SARB could cut rates by 125 bps in 2024

Garth Theunissen



Old Mutual Investment Group (OMIG) says South African interest rates could be cut by as much as 100 to 125 basis points in 2024 due to easing inflation and slowing economic growth.



The asset management unit of Old Mutual group says inflation is likely to fall back to about 4.5% by the middle of 2024, the midpoint of the South African Reserve Bank’s (SARB) 3% to 6% target range.



While OMIG says the SARB is likely to wait until after finance mi­nister Enoch Godongwana’s 2024 budget speech to gauge the market’s ­reaction before it begins cutting rates, it believes it may be bold enough to cut before the US Federal Reserve.



“A 100 to 125 basis point is probably a reasonable estimate for rate cuts next year,” Jason Swartz, a portfolio manager at OMIG, said at an in­vestment briefing in Johannesburg last week. “I would probably suspect in small increments of 25 basis points.”



Swartz’s forecast is premised on the bank’s indication that it will look to target a roughly 2.5% real interest rate, which is essentially the repurchase rate minus inflation.



With the repo rate currently at 8.25% and Old Mutual expecting inflation to moderate to about 4.5% by the middle of 2024, that would open the way for 100 to 125 basis points of cuts.



All eyes on the Fed



While most analysts expect the SARB to wait until the Federal Reserve begins cutting rates, Swartz believes the SARB’s decision to begin fighting inflation early by tightening monetary policy may allow it to act earlier than its US counterpart.



“They hiked pre-emptively, which now gives them scope to cut pre-emptively,” Swartz said, adding: “They’re only going to cut if they know the Fed isn’t going to raise rates ... they could cut before the Fed, but they also want to make sure they’re close to when the Fed cuts. They don’t want to cut too early, but I think it is a reasonable assumption for them to cut before the Fed.”

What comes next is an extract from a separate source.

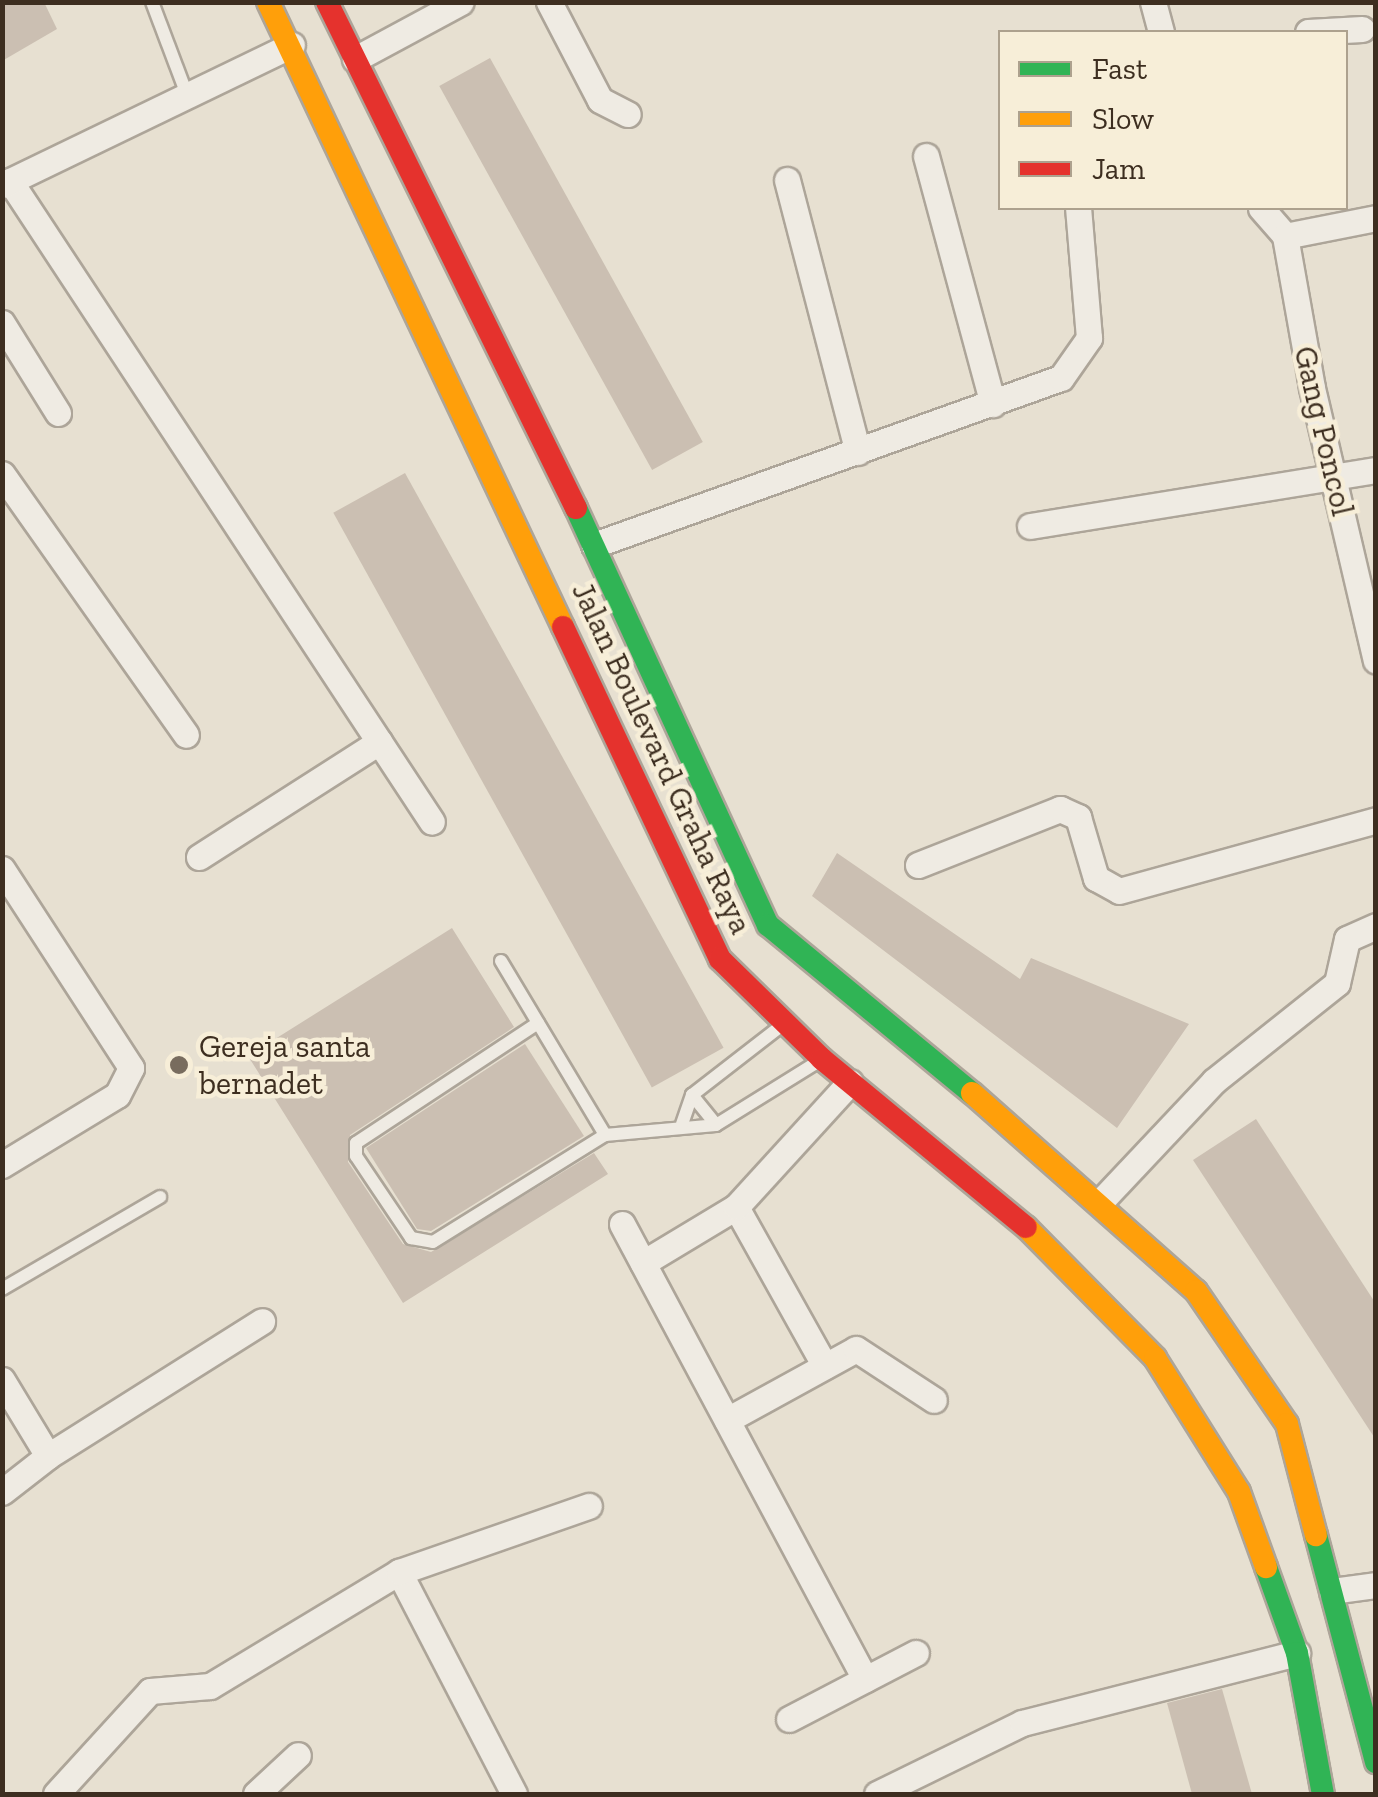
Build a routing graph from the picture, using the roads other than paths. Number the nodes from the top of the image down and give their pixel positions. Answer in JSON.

The Reserve Bank has raised the repo rate by 475 basis points to a 14-year high of 8.25% since it began tightening monetary policy in November 2021.



Though inflation eased to below 6% in June 2023, it ticked back up to an annualised 5.9% in October 2023.

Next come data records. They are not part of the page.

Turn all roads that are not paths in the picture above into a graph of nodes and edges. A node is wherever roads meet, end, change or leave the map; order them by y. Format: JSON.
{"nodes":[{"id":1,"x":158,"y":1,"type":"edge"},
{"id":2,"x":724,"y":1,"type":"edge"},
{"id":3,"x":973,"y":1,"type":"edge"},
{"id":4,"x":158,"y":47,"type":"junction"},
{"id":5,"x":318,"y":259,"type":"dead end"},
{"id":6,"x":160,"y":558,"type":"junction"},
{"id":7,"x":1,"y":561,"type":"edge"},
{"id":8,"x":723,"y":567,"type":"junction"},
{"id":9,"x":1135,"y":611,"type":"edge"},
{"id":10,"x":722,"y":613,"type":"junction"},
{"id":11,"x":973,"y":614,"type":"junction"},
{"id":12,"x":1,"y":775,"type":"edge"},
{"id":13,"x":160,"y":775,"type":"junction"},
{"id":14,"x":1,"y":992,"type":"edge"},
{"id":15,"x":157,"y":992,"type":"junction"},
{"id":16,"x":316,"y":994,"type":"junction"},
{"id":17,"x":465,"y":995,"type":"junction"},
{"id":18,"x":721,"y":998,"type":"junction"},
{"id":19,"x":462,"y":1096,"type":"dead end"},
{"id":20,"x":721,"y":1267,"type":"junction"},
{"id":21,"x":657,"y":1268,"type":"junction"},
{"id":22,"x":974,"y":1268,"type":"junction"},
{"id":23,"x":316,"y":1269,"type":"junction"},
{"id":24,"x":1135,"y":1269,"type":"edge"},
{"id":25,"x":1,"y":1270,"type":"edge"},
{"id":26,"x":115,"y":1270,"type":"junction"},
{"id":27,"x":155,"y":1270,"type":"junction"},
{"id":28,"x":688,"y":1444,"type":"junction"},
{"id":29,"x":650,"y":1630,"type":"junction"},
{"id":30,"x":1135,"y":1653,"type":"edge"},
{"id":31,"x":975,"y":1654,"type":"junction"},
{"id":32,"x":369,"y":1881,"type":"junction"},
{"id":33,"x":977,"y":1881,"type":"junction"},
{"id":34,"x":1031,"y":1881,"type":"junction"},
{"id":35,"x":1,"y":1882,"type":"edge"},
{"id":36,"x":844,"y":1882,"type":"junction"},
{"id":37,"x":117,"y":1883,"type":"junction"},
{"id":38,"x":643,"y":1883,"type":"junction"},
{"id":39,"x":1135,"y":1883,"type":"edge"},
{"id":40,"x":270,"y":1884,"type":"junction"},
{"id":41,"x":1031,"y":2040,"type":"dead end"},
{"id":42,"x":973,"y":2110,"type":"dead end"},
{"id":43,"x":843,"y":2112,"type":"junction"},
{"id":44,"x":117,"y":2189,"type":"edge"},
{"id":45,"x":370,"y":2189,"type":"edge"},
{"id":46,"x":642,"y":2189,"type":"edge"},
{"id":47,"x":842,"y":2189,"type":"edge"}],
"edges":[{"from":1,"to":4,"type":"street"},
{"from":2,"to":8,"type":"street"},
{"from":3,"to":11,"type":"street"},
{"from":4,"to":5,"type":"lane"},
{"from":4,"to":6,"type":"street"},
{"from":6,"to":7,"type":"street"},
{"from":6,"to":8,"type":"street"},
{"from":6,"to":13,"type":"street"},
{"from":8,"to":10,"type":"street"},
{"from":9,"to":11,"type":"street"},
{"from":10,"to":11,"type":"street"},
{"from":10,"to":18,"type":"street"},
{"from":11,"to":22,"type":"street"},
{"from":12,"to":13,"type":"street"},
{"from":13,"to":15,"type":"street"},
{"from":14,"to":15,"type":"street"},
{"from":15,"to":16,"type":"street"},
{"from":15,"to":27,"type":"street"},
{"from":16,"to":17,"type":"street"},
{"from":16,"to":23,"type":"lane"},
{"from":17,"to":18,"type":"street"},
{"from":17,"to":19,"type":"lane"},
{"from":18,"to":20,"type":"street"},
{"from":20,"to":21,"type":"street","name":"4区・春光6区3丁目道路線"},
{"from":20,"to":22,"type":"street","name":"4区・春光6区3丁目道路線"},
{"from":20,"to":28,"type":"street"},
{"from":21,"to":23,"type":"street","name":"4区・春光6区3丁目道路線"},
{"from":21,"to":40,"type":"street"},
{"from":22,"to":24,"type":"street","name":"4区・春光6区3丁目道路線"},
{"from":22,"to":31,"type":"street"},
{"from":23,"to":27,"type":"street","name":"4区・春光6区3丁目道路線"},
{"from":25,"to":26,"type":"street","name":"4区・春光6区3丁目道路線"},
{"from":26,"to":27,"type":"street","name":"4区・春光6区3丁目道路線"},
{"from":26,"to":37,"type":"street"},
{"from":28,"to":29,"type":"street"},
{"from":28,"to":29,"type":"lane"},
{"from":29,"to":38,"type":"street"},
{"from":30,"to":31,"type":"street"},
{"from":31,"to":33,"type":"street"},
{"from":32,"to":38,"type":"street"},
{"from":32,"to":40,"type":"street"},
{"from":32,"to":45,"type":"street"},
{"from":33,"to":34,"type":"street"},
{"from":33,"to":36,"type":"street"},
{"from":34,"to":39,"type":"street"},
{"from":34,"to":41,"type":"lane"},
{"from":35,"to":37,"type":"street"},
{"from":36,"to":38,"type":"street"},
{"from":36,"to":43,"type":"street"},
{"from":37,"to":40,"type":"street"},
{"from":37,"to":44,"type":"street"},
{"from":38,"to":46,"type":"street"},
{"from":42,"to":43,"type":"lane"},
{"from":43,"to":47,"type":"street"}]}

However, Swartz said this may have been due to avian flu that caused chicken prices to rise, adding that steep petrol and diesel price cuts earlier in December are likely to see inflation moderate further in coming months.



Pressure on the Reserve Bank to keep rates higher for longer may also have eased after local inflation eased back down to an annual 5.5% in November.



US rates



Expectations have also increased that US rates will be cut in 2024, after Federal Reserve chair Jerome Powell indicated at the central bank’s latest open market committee meeting that monetary tightening in the world’s biggest economy is probably over.



Market bets of a so-called Fed pivot, financial lingo for a shift in the US central bank’s hawkish monetary policy stance, almost immediately surged as punters bet on aggressive rate cuts in 2024.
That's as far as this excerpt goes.